Reyhan memandangi kepergian mereka sampai hilang dari pandangannya.
“Terasa begitu familiar.” gumam Reyhan.
Ia kemudian masuk ke dalam mobil, dan kembali melanjutkan perjalanannya. 30 menit kemudian mobil milik Reyhan memasuki pekarangan rumah yang terlihat klasik namun sederhana. Bangunan rumah berwarna cokelat dengan nuansa klasik terlihat jelas dari dekorasi eksternal rumah. Rumah ini dibangun dengan 90% bahan dasar kayu. Halaman yang luas dan banyak pepohonan membuat rumah ini begitu asri.
“Assalamu’alaikum.”
Dengan mengucapkan salam Reyhan memasuki rumah, pemandangan pertama yang ia lihat adalah wanita berumur sekitar 50 tahunan yang tengah merajut di ruang tamu. Senyum manis Reyhan tercetak kala pandangan keduanya sama-sama terkunci. Reyhan berjalan mendekat, kemudian menyambut tangan wanita tersebut dan menciumnya.
“Mama apa kabar?” tanya Reyhan.
Wanita yang dipanggil Mama itu tersenyum dengan memanyunkan bibirnya sebentar.
“Dasar anak nakal, jarang banget ngunjungi Mama.” ucap sang Mama sambil menjewar telinga Reyhan.
“Aduh aduh aduh Ma sakit... Reyhan bukan anak kecil lagi yang kalau salah Mama jewer telinganya.” ucap Reyhan sambil mengaduh kesakitan.
“Makanya jangan suka ninggalin Mama terus.” ucap Mama.
“Kan ada Papa yang nemenin Mama.” ucap Reyhan.

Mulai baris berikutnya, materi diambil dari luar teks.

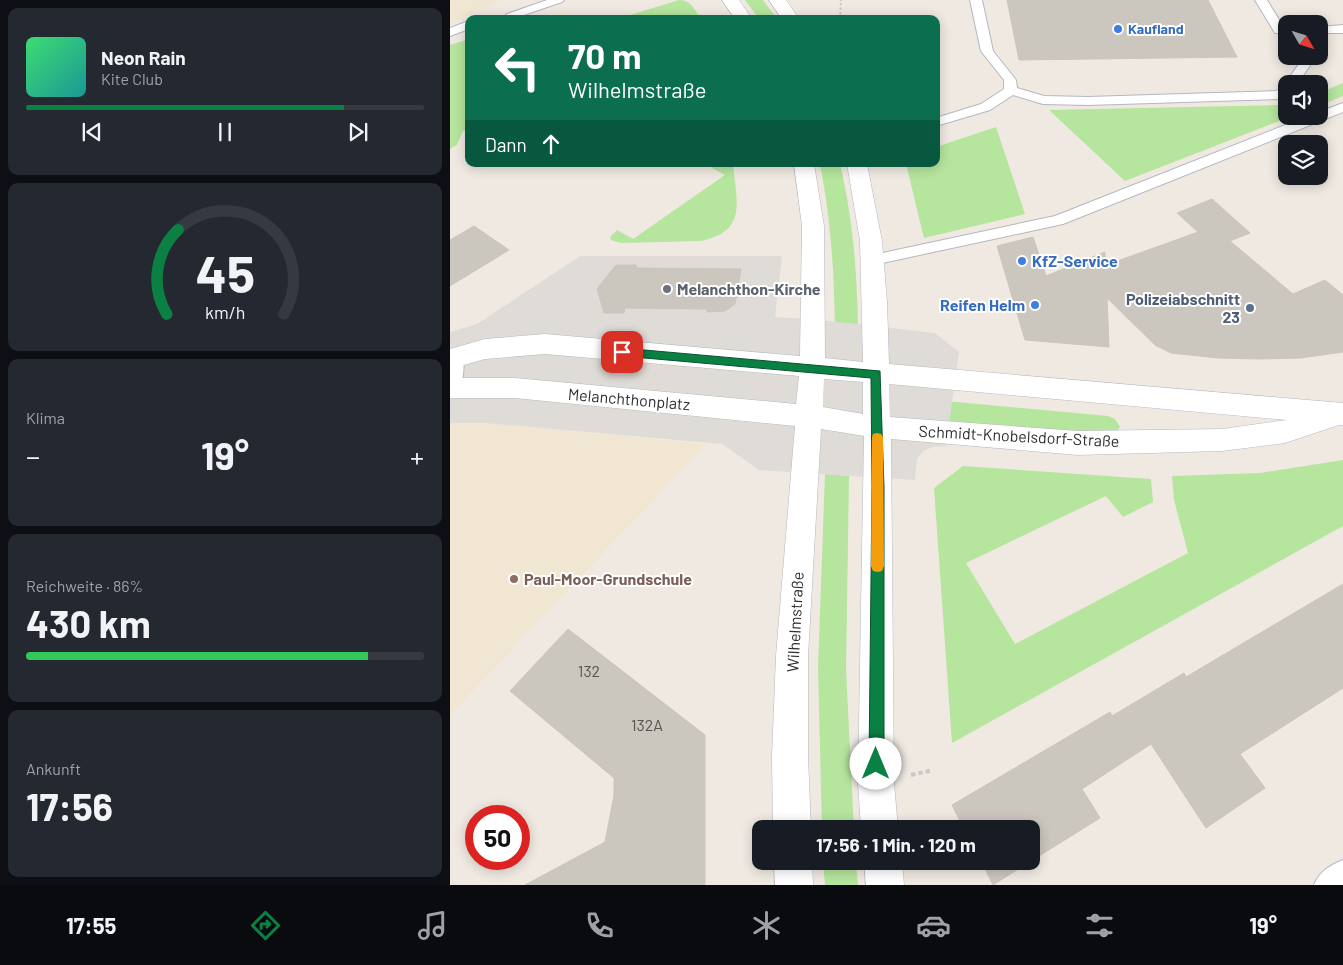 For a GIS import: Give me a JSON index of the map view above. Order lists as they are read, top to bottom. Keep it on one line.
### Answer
{"streets":{"street":["Melanchthonplatz","Schmidt-Knobelsdorf-Straße","Wilhelmstraße"]},"crossings":[["Melanchthonplatz","Wilhelmstraße"]],"places":["Kaufland","KfZ-Service","Melanchthon-Kirche","Reifen Helm","Polizeiabschnitt 23","Paul-Moor-Grundschule"],"house_numbers":["132","132A"],"north":"bottom right","page":{"turn":["70 m","Wilhelmstraße"],"song":["Neon Rain","Kite Club"],"then":"Dann","tile":["Klima",["Reichweite · 86%","430 km"],["Ankunft","17:56"]],"heat":["−","19°","+"],"limit":"50","trip":"17:56 · 1 Min. · 120 m","tabs":["17:55","19°"],"gauge":["45","km/h"]}} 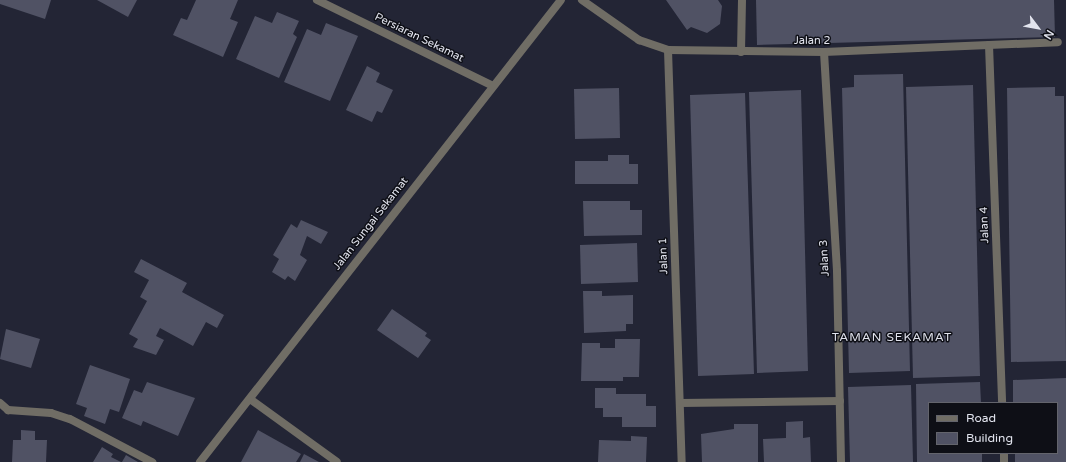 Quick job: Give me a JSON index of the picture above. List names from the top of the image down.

“Kamu sama Papa itu sama aja, suka ninggalin Mama sendirian, lagian rumah ini juga rumah kamu Rey, apa salahnya tinggal di sini dari pada tinggal di apartemen sendirian.” ucap Mama.
“Mama sayang, kampus tempat Rey ngajar itu jauh dari rumah, Rey bisa terlambat terus nanti kalau lagi ngajar.” ucap Reyhan.
“Perginya sudah subuh, biar gak terlambat, perjalanan 1 jam aja ngeluh.” ucap Mama mengomentari.
“Mamanya aktif yah Bun.” ucap Reyhan bercanda dengan tertawa, kemudian berlari sebelum mendapat amukan dari Mamanya.
“Reyhan!” teriak Mama.
Reyhan memang sosok yang hangat dan penuh tawa ketika bersama Mamanya. Hal yang paling ia sukai adalah mengerjai Mamanya atau mengajaknya bercanda, walaupun hal itu sudah sedikit aneh bagi pria seusianya. Sebenarnya ia hanya ingin melihat Mamanya tersenyum dan tertawa. Semenjak Kakaknya pergi meninggalkan rumah Reyhan lah yang selalu menemani Mamanya, ia sempatkan waktu walaupun hanya sebentar. Tak ada konflik, hanya saja Kakaknya Reyhan berbeda, meninggalkan rumah adalah jalan terbaik menghindari masalah. Tak ada kebencian, malah seluruh anggota keluarga selalu memberi semangat walaupun melalui telepon.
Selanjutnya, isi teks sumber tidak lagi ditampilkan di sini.